XPath and XQuery automate some of that, but I still think the structures are nonsensical. A look at IDs and IDREFs, and their custom alternatives, suggests that the hierarchy is limited.

> I'd say that for any DBMS, there should be a minimal number of
> "primary" structures -

> by def of "primary" - I agree. I'm not sure that the primary vs
everything
> else approach with structures is that useful. I agree there are lots
of
> issues with Java, as with any language I've ever used, but I prefer
having
> Object as the most abstract structure and then we can define any type
of
> collection we need.

Sure, but how many do you need? In Java I've had little need for more than Set and Map primarily... and often in using those two I've ended up wishing I had a relation. I was writing loops inside query-type methods that went through one or more collections, gathering up values from objects that met various criteria, and often returning a new object that represented basically one tuple of a relation... when a simple join would have made all that a 1-liner. Visitor and similar patterns can help, but the awkwardness remains.

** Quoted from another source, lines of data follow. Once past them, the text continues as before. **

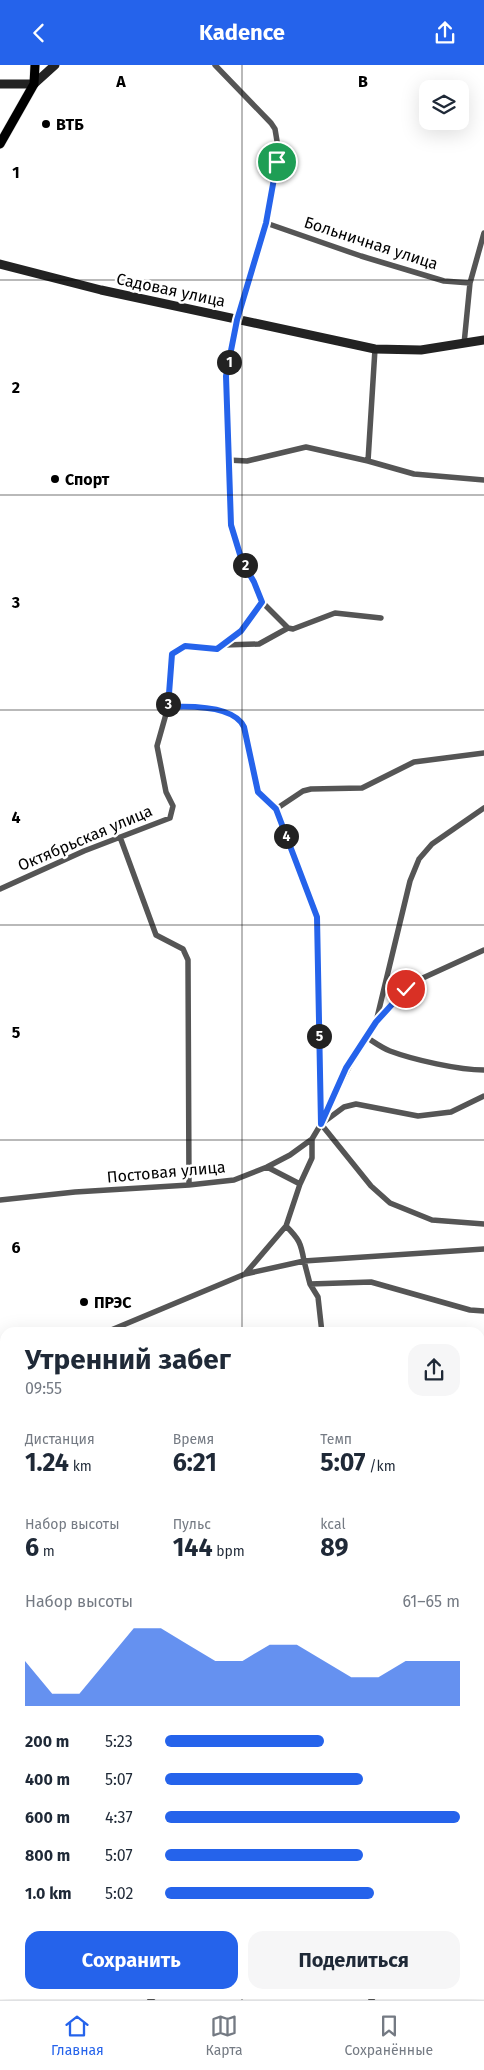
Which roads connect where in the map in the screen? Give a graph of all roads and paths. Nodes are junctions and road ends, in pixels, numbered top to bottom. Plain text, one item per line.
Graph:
1 (34, 65) edge
2 (55, 65) edge
3 (215, 65) edge
4 (0, 84) edge
5 (34, 84) junction
6 (0, 144) edge
7 (266, 223) junction
8 (484, 233) edge
9 (0, 264) edge
10 (470, 283) junction
11 (237, 320) junction
12 (484, 341) edge
13 (464, 344) junction
14 (375, 349) junction
15 (228, 460) junction
16 (368, 461) junction
17 (484, 480) edge
18 (262, 602) junction
19 (381, 618) dead end
20 (288, 628) junction
21 (224, 645) junction
22 (168, 707) junction
23 (484, 753) edge
24 (484, 808) edge
25 (276, 809) junction
26 (120, 837) junction
27 (0, 889) edge
28 (484, 950) edge
29 (376, 1022) junction
30 (366, 1037) junction
31 (484, 1070) edge
32 (484, 1096) edge
33 (321, 1124) junction
34 (312, 1139) junction
35 (267, 1167) junction
36 (300, 1183) junction
37 (189, 1185) junction
38 (0, 1200) edge
39 (484, 1224) edge
40 (286, 1227) junction
41 (484, 1249) edge
42 (304, 1261) junction
43 (245, 1274) junction
44 (310, 1284) junction
45 (484, 1311) edge
46 (118, 1327) edge
47 (321, 1327) edge

1 - 5 main road
2 - 5 street
3 - 7 street
4 - 5 street
5 - 6 main road
7 - 10 street, Больничная улица
7 - 11 street
8 - 10 street
9 - 11 street, Садовая улица
10 - 13 street
11 - 14 street, Садовая улица
11 - 15 street
12 - 13 street, Садовая улица
13 - 14 street, Садовая улица
14 - 16 street
15 - 16 street
15 - 18 street
16 - 17 street
18 - 20 street
18 - 21 street
19 - 20 street
20 - 21 street
21 - 22 street, Октябрьская улица
22 - 25 street
22 - 26 street, Октябрьская улица
23 - 25 street
24 - 29 street
25 - 33 street
26 - 27 street, Октябрьская улица
26 - 37 street
28 - 29 street
29 - 30 street
30 - 31 street
30 - 33 street
32 - 33 street, Постовая улица
33 - 34 street, Постовая улица
33 - 39 street
34 - 35 street, Постовая улица
34 - 36 street
35 - 36 street
35 - 37 street, Постовая улица
36 - 40 street
37 - 38 street, Постовая улица
40 - 42 street
40 - 43 street
41 - 42 street
42 - 43 street
42 - 44 street
43 - 46 street
44 - 45 street
44 - 47 street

> We need not be married to the relation.

I agree that we need not... but it's useful.

> There is then difficulty in querying the data at this point, but we
can address
> that too.

Sure we can address it, but I'd say that the relation is the result of someone doing just that - addressing the deficiencies of hierarchical data stuctures.

> I'd suggest Haskell instead, but there is no reason to believe it
will have
> any of the impact that Java has had (and many reasons to believe it
will
> not).

Yes, and I think the dearth of real computer science education is one. I consider my discrete math and circuit design classes to be some of my better, more abstract ones. But rather than taking those ideas and really using them, today those tend to be regarded as nuisances to be completed and forgotten. I have to agree with Fabian Pascal: universities are becoming trade schools, and worse yet, extended product seminars.

Without sound education in logic and math, languages like ML and Haskell have no hope. That type theory and logic can be a bear, though it pays dividends.

> > simplify as much as possible without oversimplifying.
>
> This is one of those statements that I think got the relational
theorists in
> trouble. We don't really want to simplify the mathematics of
language in
> order to make language more useful. In fact, if we have a language
that is
> very useful, the mathematics of it is likely very complex. We want
it to be
> simple for the user to do what they need to do, not for the database
engine.

I agree, and optimizing relational operations is complex. Perhaps the problem is that I don't think of relations as complex to use, nor do I think of them as "competing" with lists. A list is a data structure, and while relations are as well, taken together with relational operators and integrity constraints, they form a declarative language for data, which takes work away from the programmer.

The end user will see the same type of application, but the goal (in my mind) is to get the programmer to declare what sorts of screens and reports and logic they want, without having to replicate logic from the DB to the GUI and to write lots of code traversing in-memory data structures.

> > At the same time, user extensibility is critical.
> > Consistent and well-defined, high-level operators are powerful -
> > high-level because they operate over all relvars you can define.
> > Balancing all of those things, I think the relation alone delivers
> > maximum value for minimum pain.
>
> Well, then, qed ;-)

Heh. I knew you'd see the light (that my endless repetition is annoying).